McDonald: Given your complex relationship with Ireland, what do you do in New York City on St. Patrick's Day?

McCourt: It's not so much what I do, as what I don't do: I don't go to that thing that passes for Irish as a parade, which it's not of course. It has to do with, I think, a lot of hypocritical Catholics who wouldn't know Saint Patrick from Saint Bonaventure. It's not Irish, so I don't have any particular feeling for that.

McDonald: More of a holiday for everyone who is not Irish?

McCourt: Exactly. If they want to bring their kids I suppose they'll be safe — safe from thinking, anyway. They won't learn a damned thing about Irish culture. If you would ask them who Oscar Wilde was, or who John Millington Synge was, or who Jonathan Swift was, they would probably think they were hamburger chains.

McDonald: You appear in the film Gods and Generals

McCourt: Yeah, and The Guru.
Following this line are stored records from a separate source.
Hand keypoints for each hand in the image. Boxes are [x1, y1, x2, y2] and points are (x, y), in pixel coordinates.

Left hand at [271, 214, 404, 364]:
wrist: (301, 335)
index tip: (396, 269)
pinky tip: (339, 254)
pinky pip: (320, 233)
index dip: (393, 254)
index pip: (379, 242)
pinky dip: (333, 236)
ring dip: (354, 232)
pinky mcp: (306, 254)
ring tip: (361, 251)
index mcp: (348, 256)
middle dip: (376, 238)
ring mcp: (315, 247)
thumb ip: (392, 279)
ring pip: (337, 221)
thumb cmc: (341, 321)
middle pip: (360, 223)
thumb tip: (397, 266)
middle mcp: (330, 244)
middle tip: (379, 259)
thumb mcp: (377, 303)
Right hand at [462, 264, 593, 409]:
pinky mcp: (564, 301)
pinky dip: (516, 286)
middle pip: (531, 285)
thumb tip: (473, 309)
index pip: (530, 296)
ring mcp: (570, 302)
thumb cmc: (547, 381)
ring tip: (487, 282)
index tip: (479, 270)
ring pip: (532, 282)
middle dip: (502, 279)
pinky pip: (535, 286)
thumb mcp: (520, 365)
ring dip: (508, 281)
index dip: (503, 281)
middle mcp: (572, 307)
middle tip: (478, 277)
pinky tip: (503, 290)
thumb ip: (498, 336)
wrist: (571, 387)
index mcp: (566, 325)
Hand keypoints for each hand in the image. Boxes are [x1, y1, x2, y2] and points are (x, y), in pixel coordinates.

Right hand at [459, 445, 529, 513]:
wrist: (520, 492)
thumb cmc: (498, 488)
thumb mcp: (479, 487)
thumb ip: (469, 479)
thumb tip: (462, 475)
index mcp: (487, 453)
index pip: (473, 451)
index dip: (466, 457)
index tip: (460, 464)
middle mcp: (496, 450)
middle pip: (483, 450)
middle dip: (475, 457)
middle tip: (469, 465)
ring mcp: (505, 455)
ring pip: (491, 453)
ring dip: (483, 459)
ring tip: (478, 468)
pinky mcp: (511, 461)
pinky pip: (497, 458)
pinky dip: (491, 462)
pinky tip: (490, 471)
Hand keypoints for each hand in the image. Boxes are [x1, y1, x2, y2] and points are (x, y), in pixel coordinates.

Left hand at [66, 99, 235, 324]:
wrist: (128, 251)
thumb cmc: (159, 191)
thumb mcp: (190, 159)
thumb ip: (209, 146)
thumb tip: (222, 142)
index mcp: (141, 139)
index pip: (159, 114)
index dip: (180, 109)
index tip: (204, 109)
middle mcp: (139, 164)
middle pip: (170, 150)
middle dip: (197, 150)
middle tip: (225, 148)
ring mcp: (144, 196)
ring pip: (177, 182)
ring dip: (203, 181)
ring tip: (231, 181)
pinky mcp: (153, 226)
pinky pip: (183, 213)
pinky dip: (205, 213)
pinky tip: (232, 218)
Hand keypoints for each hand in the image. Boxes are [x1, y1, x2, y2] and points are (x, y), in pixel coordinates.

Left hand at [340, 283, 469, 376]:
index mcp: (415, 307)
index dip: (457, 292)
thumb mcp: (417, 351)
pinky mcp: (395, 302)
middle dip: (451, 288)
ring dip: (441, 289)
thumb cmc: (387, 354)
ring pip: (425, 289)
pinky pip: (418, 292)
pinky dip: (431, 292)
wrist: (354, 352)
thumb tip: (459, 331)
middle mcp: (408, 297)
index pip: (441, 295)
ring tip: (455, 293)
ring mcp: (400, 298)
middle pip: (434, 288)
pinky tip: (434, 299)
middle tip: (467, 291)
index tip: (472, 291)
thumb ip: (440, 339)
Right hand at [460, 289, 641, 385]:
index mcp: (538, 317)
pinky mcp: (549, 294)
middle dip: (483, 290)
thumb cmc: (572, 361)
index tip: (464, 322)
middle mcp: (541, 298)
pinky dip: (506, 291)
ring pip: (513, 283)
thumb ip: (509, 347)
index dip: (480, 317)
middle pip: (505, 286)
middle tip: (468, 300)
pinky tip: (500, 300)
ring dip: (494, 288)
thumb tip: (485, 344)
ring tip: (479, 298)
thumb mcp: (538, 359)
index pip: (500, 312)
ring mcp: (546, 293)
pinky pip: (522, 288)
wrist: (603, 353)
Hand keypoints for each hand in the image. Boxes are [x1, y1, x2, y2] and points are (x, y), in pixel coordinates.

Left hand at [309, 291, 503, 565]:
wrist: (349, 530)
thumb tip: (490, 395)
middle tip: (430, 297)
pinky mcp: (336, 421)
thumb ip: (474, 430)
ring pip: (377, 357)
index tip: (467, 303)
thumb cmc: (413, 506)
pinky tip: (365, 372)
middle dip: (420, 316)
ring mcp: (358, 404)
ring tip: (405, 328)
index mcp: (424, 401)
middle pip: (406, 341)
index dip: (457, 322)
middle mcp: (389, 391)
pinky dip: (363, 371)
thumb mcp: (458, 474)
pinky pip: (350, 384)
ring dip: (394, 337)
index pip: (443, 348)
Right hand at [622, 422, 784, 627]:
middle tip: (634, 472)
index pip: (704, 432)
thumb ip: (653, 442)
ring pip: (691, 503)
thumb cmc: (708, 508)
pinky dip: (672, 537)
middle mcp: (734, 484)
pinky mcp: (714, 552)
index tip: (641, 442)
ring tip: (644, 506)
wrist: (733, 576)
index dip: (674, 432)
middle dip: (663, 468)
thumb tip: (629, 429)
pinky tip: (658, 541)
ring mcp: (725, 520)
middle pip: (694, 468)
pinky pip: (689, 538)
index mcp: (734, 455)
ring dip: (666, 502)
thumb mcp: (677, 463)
In Gods and Generals I play Blair, the Postmaster General, who tried to persuade Lee to take over the Union Army. And then I died on Oz recently.

McDonald: What's coming up next?

McCourt: Nothing in the movie department. A couple of movies are in the can, one called Beautiful Kid and another called Happy Hour so they should be out sometime this year.

McDonald: Last question: Do you have a favorite Irish proverb?

McCourt: I do: Live every day as if it's going to be your last, and one day you'll be right.